* [Exercise goal] Pick out all lines in the listing holding the string "MATOA" and copy them.

* * * * * * *

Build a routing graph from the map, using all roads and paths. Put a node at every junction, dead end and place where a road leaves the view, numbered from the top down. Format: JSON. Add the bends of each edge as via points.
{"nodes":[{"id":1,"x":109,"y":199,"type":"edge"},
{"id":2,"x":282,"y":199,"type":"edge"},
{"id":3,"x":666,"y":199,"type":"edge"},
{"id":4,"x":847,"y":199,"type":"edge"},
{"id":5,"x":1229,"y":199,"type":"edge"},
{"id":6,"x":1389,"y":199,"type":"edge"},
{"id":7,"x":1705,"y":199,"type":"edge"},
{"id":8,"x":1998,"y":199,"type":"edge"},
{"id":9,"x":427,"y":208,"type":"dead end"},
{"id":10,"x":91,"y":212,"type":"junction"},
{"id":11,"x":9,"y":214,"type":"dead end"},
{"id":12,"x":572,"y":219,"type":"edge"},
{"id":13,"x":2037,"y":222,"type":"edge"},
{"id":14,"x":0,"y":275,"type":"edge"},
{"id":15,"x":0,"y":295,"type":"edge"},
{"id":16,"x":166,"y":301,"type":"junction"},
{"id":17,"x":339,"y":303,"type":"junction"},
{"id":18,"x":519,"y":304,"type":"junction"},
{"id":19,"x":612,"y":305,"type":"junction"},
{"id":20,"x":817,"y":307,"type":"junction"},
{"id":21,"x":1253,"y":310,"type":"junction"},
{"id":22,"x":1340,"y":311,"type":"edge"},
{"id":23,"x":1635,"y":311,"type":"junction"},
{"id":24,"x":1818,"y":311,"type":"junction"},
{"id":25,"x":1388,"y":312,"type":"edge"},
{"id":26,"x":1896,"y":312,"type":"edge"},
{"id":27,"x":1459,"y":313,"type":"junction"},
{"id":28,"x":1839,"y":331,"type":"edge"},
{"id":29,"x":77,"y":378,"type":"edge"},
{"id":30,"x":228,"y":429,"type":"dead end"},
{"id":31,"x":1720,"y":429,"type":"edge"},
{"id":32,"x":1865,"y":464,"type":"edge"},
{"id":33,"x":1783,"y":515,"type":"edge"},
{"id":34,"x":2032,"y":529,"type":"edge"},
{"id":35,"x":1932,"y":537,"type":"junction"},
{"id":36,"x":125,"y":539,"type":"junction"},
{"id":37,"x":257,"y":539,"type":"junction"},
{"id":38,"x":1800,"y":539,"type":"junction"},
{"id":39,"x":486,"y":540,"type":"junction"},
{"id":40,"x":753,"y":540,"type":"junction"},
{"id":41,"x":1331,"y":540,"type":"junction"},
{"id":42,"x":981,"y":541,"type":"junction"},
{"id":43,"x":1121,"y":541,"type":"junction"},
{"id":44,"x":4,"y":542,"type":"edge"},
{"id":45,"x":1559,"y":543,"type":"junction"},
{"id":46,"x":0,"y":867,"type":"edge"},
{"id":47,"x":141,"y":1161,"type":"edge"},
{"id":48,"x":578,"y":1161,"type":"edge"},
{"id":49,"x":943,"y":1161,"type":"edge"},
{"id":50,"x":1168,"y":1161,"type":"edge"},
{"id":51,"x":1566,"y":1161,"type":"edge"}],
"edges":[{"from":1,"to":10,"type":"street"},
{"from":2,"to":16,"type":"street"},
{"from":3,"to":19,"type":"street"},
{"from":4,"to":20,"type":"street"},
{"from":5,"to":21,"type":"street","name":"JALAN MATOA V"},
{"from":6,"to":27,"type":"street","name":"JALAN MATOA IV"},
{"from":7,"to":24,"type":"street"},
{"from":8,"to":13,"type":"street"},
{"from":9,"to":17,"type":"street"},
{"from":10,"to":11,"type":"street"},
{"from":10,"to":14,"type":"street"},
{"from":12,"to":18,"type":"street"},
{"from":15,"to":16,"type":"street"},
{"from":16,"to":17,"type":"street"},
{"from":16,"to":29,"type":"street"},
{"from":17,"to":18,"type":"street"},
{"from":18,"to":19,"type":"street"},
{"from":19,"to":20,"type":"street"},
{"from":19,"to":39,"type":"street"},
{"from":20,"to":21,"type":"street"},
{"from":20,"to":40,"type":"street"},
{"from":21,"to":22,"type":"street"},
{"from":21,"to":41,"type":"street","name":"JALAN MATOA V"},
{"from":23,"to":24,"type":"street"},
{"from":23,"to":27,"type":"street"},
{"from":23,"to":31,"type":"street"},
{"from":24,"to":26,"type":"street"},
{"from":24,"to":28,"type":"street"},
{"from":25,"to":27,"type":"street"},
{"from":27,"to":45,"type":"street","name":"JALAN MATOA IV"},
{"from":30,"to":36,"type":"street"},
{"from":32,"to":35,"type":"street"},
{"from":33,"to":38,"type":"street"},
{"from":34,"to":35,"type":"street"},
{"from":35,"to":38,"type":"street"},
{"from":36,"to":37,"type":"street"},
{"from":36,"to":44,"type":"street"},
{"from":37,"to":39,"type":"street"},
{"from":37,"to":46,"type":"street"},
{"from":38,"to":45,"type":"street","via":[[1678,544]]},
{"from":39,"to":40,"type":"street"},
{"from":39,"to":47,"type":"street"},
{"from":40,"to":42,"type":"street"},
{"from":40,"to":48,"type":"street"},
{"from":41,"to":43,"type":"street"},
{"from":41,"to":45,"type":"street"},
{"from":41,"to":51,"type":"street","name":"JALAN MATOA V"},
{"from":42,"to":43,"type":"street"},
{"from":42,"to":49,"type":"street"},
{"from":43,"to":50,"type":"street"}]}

* * * * * * *

* [Task response]
{"from":5,"to":21,"type":"street","name":"JALAN MATOA V"},
{"from":6,"to":27,"type":"street","name":"JALAN MATOA IV"},
{"from":21,"to":41,"type":"street","name":"JALAN MATOA V"},
{"from":27,"to":45,"type":"street","name":"JALAN MATOA IV"},
{"from":41,"to":51,"type":"street","name":"JALAN MATOA V"},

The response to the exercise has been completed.